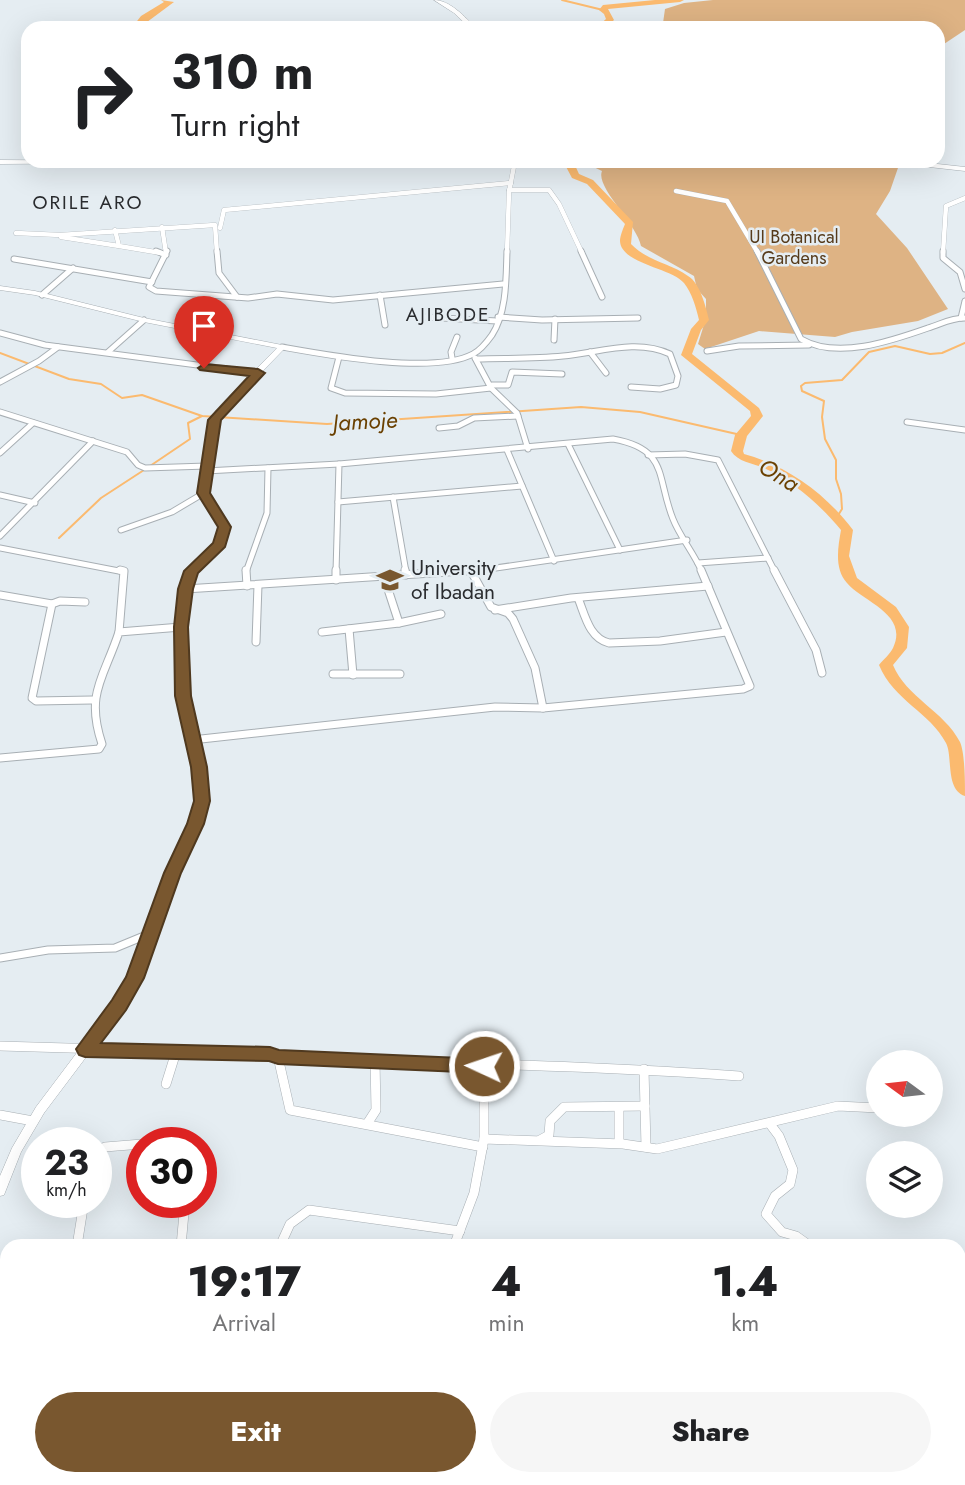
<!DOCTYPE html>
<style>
body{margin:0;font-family:Jost,sans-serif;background:#f6f6f6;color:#202124;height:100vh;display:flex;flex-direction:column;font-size:26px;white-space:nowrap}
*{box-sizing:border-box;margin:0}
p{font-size:23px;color:#757577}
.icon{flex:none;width:38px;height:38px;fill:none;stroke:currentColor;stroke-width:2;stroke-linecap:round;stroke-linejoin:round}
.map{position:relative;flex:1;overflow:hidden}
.panel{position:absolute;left:0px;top:1239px;width:966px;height:247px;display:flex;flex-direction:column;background:#fff;border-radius:21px 21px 0 0;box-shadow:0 7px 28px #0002}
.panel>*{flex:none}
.banner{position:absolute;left:21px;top:21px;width:924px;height:147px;border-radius:21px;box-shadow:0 7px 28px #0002;background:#fff;color:#202124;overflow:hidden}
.needle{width:46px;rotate:285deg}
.fabs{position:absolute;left:866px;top:1050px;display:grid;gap:14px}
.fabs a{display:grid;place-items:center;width:77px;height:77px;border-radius:50%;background:#fff;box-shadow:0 7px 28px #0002;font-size:35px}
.speed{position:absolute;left:21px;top:1127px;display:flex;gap:14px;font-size:35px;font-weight:700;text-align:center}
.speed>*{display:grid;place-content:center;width:91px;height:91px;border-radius:50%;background:#fff;box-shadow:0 7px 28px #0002;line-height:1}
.speed small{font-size:18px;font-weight:400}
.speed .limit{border:10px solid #d22;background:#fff;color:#111}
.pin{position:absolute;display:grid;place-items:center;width:60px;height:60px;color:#fff;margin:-72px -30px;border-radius:50% 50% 50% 0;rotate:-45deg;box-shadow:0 0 7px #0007}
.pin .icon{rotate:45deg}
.me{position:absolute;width:77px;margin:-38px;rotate:273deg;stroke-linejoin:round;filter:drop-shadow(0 0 5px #0008)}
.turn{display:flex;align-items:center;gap:24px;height:147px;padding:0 35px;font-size:32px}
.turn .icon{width:91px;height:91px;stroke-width:2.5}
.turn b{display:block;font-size:49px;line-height:60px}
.eta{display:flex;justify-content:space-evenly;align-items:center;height:119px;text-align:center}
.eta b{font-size:42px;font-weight:800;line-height:49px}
.action{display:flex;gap:14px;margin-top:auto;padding:14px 35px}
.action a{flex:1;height:80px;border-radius:42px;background:#79572f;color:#fff;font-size:28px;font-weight:800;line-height:80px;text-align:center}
.action a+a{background:#f6f6f6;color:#202124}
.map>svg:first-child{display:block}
.green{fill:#deb384}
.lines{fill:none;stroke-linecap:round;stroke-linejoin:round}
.stream{stroke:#fbba6f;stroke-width:2}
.river{fill:#fbba6f;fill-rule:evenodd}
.street-far3-casing{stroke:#a8afb4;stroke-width:5}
.street-far2-casing{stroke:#a8afb4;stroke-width:7}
.street-far1-casing{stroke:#a8afb4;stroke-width:9}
.street-casing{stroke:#a8afb4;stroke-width:10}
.secondary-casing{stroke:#a8afb4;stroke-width:1}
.street-far3{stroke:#fff;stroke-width:4.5}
.street-far2{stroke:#fff;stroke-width:5}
.street-far1{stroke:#fff;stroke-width:7}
.street{stroke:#fff;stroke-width:9}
.secondary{fill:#fff;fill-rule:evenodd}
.route{fill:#79572f;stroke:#4f391f;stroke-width:2}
.labels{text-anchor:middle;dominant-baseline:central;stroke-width:5;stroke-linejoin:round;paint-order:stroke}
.far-park-label{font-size:18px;fill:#563b1b;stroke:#e5edf2}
.far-neighbourhood-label{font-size:19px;letter-spacing:2px;fill:#2a2c2f;stroke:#e5edf2}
.poi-label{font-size:21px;fill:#2a2c2f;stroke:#e5edf2;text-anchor:start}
.water-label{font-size:23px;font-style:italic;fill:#6a4001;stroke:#e5edf2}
</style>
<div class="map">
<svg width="965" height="1485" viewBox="0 0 965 1485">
<rect width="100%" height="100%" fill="#e5edf2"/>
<g class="green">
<polygon points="713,0 965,0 965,30 938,48 938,28 667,28 663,23 665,9 684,3"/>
<path d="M581 161H859L899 165 890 191 876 214 907 248 948 309 918 321 852 332 835 337 759 331 705 349 698 344 706 318V299L697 289 694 276 641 246C637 224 595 187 602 171Z"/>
</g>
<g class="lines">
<g class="stream">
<polyline points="562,0 603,10"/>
<polyline points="0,353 69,379 101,384 122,398 142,395 202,416 327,424 581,407 640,412 741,435"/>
<polyline points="150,466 190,439 188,423 202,416"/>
<polyline points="837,517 842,509 841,494 836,479 836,460 825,439 822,417 824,401 802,391 801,386 805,383 842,380 869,352 895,346 930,354 942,353 965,343"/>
<polyline points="59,538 101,498 144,470"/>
</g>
<g class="river">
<polygon points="161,0 174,2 143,25 146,28 135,27 134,25 141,16 164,2"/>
<polygon points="655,0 684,0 680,2 608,9 614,20 605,28 596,28 606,19 604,14 599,10 603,5"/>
<path d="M563 161H573L579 174 593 180 633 222 631 244C647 261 670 263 688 276 700 283 706 307 709 320L701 330 692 354 759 408 763 416 747 436 743 451 744 454C788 466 826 494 853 530L849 556 857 578 896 607 909 627 907 648 893 665C906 697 944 711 960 742 965 753 965 783 965 796 945 790 953 756 946 743 930 712 894 701 879 665 883 660 890 654 893 648 909 614 863 602 847 583 834 569 838 547 841 530 820 505 795 482 764 468 752 463 738 462 731 451L735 435 751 416 750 411 681 355 691 329 699 320C696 307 692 293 684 283 672 268 621 264 620 241 620 236 623 229 625 224L587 184 572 178Z"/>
<polygon points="965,1287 965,1303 959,1305 959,1289"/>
<polygon points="508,1479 528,1479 529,1485 509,1485"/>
</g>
<g class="street-far3-casing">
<g id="street-far3">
<polyline points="509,190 549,190 559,204 582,253"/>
<polyline points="676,191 727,201 758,253"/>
<polyline points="162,227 166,253"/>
<polyline points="220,228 224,210 511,183"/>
<polyline points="115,230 119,246 161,253"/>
<polyline points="16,233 60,235 215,225 217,253"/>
<polyline points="61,237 119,246"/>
<polyline points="507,253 509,192 515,161"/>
<polyline points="943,253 946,206 965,198"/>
</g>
</g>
<g class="street-far2-casing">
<g id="street-far2">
<polyline points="156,251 166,255"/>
<polyline points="167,251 149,287 156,291 248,298 277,294 333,300 503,284"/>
<polyline points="217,251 219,273 237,297"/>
<polyline points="581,251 602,297"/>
<path d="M757 251 801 339C837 360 891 341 928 328 941 324 951 318 965 318"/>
<polyline points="943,251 943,258 960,272 965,289"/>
<polyline points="14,259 152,282"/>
<polyline points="42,295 73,268"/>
<polyline points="380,295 385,325"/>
<polyline points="424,317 497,321"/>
<polyline points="498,317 542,320 638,318"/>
<polyline points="961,318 965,301"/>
<polyline points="0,333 45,345 258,373"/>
<polyline points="554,340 555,319"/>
<path d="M282 347C327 355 433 375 473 354 481 350 487 342 492 335 507 312 506 278 507 251"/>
<polyline points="707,351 739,346 809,345"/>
<polyline points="108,352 144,320"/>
<polyline points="590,352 606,373"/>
<polyline points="339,357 331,388 345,393 436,394 491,388"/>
<polyline points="452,358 451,352 457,337"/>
<polyline points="475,358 491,388 517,413 528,449"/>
<path d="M476 359C505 358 534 359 563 356 598 353 636 338 670 354L678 376 676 385 660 389 631 387"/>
<polyline points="0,382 39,361 58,347"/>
<polyline points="492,385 508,385 512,372 562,374"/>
<polyline points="0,412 127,452 138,465 145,468 207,466"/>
<polyline points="907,422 965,430"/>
<polyline points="439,428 458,426 474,418 518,416"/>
<polyline points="568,444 620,550"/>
<polyline points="507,450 554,561"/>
<polyline points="0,453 33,423"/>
<polyline points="648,455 685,454 718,460 775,572"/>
<polyline points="206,471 339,464"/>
<polyline points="0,495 35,503"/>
<polyline points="393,497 406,572"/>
<polyline points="338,502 522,486"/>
<polyline points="121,530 172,512 204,493"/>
<polyline points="0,536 93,441"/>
<polyline points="0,548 124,572"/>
<polyline points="698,563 768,558"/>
<polyline points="246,572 267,513 268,468"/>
<path d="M336 572 339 464 613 439C669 449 656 477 673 519 680 537 694 553 702 572"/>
<polyline points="450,572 482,570 687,540"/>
</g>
</g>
<g class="street-far1-casing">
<g id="street-far1">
<polyline points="246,570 247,586"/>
<polyline points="405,570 406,575"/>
<polyline points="774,570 816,650 822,673"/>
<polyline points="471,571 491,607 508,613 513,619 535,668 543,708"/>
<polyline points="384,577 399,623"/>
<polyline points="336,580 336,570"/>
<polyline points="185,589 478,570"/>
<polyline points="0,595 52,604"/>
<path d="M578 598C585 615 589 638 609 643L660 641 726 632"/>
<polyline points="85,602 60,601 52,604 32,698 36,701 92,700"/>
<polyline points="495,610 571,598 708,586"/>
<polyline points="349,629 353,675"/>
<polyline points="119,632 124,571 120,570"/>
<polyline points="322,632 399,623 441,614"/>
<polyline points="256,642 258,585"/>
<polyline points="333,674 400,674"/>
<polyline points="192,740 495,707 543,708 743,689 750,686 701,570"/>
<path d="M0 758 99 749 102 744C85 693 104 678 119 632L181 627"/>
<polyline points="0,958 48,950 115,948 149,934"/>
</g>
</g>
<g class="street-casing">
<g id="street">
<path d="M0 1046 270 1054 278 1057C432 1063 586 1065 739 1076"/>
<polyline points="278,1057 290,1110 483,1147"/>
<polyline points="484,1066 484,1139"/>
<polyline points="644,1069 646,1147"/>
<polyline points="166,1084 176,1052"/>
<polyline points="619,1107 619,1143"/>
<polyline points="0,1115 33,1121"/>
<polyline points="367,1124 376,1110 375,1060"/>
<polyline points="770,1124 779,1136 793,1170 790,1184 775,1196 766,1214 782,1232 796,1236 810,1246"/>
<polyline points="540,1140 549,1135 550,1121 564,1107 645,1106"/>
<polyline points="166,1143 174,1143"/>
<polyline points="96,1153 105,1147 142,1144"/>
<polyline points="77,1246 84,1202"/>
<polyline points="181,1246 185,1202"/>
<polyline points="280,1246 290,1224 309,1210 460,1231"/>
<polyline points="454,1246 474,1193 484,1139 623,1144 657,1149 838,1106 878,1108"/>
<polyline points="0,1280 7,1280"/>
<polyline points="0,1423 7,1422"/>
<polyline points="397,1479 399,1485"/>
<polyline points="127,1485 128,1479"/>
<polyline points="207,1485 285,1479"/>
</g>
</g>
<g class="secondary-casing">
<g id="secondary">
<path d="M434 0C450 0 465 17 476 28H470L454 13Z"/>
<polygon points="0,160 120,161 117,163 0,164"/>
<polygon points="890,161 910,161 965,167 965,171 893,163"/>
<polygon points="0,286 35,291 144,318 282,345 286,347 222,413 218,423 208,493 228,527 223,546 195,572 189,589 185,627 188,696 204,767 207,801 201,824 178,873 140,978 123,1008 44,1113 21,1152 4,1195 0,1196 0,1176 12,1148 36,1107 115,1002 130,977 168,873 191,824 197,801 194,767 178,696 177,627 181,589 187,571 216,543 220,527 200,493 210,423 216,410 277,348 144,322 35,295 0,290"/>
</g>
</g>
<use href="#street-far3" class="street-far3"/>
<use href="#street-far2" class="street-far2"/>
<use href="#street-far1" class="street-far1"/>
<use href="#street" class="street"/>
<use href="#secondary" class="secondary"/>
</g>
<polygon class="route" points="204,364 258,369 265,373 221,420 210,493 231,527 225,547 198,573 193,589 188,627 191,696 207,767 210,801 204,824 181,873 144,978 126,1010 101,1043 270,1047 279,1050 484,1059 491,1061 494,1066 491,1071 484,1073 278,1064 269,1061 85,1057 79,1055 76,1049 112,1000 126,977 164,873 187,824 194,801 191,767 175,696 174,627 178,589 184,571 213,543 218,527 197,493 208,420 249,376 200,370 198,368"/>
<defs>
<g id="university-bare" transform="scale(2.1)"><path d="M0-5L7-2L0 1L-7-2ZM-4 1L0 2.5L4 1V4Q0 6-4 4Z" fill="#79572f" stroke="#e5edf2" stroke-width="2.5" paint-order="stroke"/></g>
</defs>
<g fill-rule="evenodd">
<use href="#university-bare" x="390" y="580"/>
</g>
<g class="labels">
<g class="far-park-label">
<text x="794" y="237">UI Botanical<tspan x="794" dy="21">Gardens</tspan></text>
</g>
<g class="far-neighbourhood-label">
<text x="88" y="202">ORILE ARO</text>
<text x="448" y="314">AJIBODE</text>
</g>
<g class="poi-label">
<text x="411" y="568">University<tspan x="411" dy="24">of Ibadan</tspan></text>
</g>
<g class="water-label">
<text transform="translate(365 421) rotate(-3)">Jamoje</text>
<text transform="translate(779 475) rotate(31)">Ona</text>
</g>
</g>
</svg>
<div class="fabs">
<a><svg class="needle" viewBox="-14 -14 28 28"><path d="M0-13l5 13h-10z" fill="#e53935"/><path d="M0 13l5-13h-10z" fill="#757577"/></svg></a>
<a><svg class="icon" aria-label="layers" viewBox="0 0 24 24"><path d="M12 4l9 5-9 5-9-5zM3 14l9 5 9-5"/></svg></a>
</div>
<div class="speed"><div>23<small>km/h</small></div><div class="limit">30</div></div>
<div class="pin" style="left:204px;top:368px;background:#d93025"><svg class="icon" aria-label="arrive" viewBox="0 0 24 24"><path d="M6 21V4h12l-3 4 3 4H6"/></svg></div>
<svg class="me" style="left:484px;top:1066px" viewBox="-20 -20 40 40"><circle r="17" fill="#79572f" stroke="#fff" stroke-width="3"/><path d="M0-11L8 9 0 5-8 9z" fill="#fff"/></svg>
<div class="banner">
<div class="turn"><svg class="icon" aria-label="right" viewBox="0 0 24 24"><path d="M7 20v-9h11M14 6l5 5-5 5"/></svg><div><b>310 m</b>Turn right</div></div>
</div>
<section class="panel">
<div class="eta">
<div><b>19:17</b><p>Arrival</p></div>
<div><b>4</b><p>min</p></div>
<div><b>1.4</b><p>km</p></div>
</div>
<div class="action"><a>Exit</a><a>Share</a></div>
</section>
</div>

Exercise: Could you filter the material above and copy each line that holds the word "hidden"?

Your solution:
.map{position:relative;flex:1;overflow:hidden}
.banner{position:absolute;left:21px;top:21px;width:924px;height:147px;border-radius:21px;box-shadow:0 7px 28px #0002;background:#fff;color:#202124;overflow:hidden}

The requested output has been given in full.